Saudi Arabia and Qatar’s stock markets made a partial recovery from last week’s losses on Sunday. Other Gulf markets dropped in quiet trade and Egypt sank as the government was hit by a corruption scandal in its wheat industry.

Saudi Arabia’s index, which had dropped 4.0 percent last week because of concern about the country’s economic slowdown, rose 1.6 percent as many stocks reliant on domestic demand rebounded.

Utility Saudi Electricity added 5.3 percent and Al Jazira Bank rose 3.1 percent. The biggest petrochemical company, Saudi Basic Industries, dropped 0.3 percent as it went ex-dividend.

Qatar’s index rose 0.6 percent in modest turnover as top lender Qatar National Bank rebounded 1.5 percent.

Drilling rig provider Gulf International Services added 0.8 percent after the Qatar exchange said index compiler FTSE had added GIS to the list of companies eligible for its secondary emerging markets index.
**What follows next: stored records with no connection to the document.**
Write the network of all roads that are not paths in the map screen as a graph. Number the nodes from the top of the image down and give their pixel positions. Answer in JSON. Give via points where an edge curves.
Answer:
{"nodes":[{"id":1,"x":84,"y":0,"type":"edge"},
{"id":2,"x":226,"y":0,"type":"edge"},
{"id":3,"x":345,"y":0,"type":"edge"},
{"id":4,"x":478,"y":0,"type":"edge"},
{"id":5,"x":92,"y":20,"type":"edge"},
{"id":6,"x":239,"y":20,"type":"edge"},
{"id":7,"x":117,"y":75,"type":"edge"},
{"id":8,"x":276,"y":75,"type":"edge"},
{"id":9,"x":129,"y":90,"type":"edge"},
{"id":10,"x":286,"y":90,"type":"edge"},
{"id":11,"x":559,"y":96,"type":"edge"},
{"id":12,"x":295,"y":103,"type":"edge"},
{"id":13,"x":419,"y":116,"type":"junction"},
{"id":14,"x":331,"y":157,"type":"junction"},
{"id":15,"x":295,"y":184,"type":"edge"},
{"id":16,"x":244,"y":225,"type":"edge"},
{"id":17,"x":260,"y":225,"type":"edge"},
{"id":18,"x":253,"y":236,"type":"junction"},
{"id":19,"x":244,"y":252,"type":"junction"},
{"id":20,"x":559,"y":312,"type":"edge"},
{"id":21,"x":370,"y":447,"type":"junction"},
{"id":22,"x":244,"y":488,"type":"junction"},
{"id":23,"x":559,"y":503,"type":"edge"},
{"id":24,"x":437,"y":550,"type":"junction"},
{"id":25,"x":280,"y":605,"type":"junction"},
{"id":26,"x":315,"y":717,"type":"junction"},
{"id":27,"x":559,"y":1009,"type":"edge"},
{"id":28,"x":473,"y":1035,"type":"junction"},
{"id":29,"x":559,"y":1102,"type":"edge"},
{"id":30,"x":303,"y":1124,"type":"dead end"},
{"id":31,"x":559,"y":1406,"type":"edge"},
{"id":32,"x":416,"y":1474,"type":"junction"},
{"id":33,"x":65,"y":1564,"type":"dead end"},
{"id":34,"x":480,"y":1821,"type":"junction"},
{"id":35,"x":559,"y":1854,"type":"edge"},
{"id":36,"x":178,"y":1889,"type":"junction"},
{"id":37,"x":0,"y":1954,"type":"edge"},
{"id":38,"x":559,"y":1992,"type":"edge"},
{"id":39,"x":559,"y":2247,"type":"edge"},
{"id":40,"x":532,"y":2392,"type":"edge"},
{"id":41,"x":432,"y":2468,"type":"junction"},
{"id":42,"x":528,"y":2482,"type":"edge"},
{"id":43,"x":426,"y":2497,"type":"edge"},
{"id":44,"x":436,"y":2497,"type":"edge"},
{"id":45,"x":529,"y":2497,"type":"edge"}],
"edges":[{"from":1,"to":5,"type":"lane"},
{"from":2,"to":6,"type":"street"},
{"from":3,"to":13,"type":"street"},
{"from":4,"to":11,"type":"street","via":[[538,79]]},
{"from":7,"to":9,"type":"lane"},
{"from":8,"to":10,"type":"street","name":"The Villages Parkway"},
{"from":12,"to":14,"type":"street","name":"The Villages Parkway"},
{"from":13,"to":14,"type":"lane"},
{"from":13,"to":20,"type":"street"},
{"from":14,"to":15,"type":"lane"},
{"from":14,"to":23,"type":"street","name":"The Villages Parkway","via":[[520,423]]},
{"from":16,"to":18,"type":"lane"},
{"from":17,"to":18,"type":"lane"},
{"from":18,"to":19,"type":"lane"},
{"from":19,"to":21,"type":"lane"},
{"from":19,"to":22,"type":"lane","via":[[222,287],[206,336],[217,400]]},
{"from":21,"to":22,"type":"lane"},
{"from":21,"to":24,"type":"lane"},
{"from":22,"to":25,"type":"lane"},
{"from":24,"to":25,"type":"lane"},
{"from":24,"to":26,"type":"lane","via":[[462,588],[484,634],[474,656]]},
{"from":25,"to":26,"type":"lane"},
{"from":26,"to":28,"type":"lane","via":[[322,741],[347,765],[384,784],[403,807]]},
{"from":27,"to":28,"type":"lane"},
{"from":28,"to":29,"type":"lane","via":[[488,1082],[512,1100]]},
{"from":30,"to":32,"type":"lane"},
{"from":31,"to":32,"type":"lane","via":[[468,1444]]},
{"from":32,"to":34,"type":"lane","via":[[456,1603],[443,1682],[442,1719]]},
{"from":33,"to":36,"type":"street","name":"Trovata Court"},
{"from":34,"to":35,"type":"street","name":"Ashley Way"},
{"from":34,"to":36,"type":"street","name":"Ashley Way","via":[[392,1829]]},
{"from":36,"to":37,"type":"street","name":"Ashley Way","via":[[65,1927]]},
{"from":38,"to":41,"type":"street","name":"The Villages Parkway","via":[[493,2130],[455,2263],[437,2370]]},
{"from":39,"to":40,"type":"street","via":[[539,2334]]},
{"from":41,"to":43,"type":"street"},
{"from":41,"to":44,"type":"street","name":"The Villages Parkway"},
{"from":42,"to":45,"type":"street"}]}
FTSE’s original list of 20 companies did not include GIS, sending the stock 1.4 percent lower on Thursday. FTSE will publish a confirmed list of stocks to be included in its index after the market closes on Wednesday.

Dubai edged 0.1 percent lower although courier firm Aramex climbed 3.9 percent in unusually heavy trade. Abu Dhabi slipped 0.4 percent in a broad-based decline, with eight of the 10 most heavily traded stocks falling.

In Egypt, the index fell 1.0 percent to a three-week low after the Minister of Supply Khaled Hanafi resigned amid the highest-profile corruption case since President Abdel Fattah al-Sisi came to power in 2014.

A parliamentary fact-finding commission’s report into corruption in Egypt’s wheat industry found the government played a key role in “wasting public funds” in its costly food subsidy program.

The controversy could destabilize the cabinet or distract its attention from economic reforms needed to secure a $12 billion loan from the International Monetary Fund. It could also complicate an international bond issue which the country plans in late September or early October.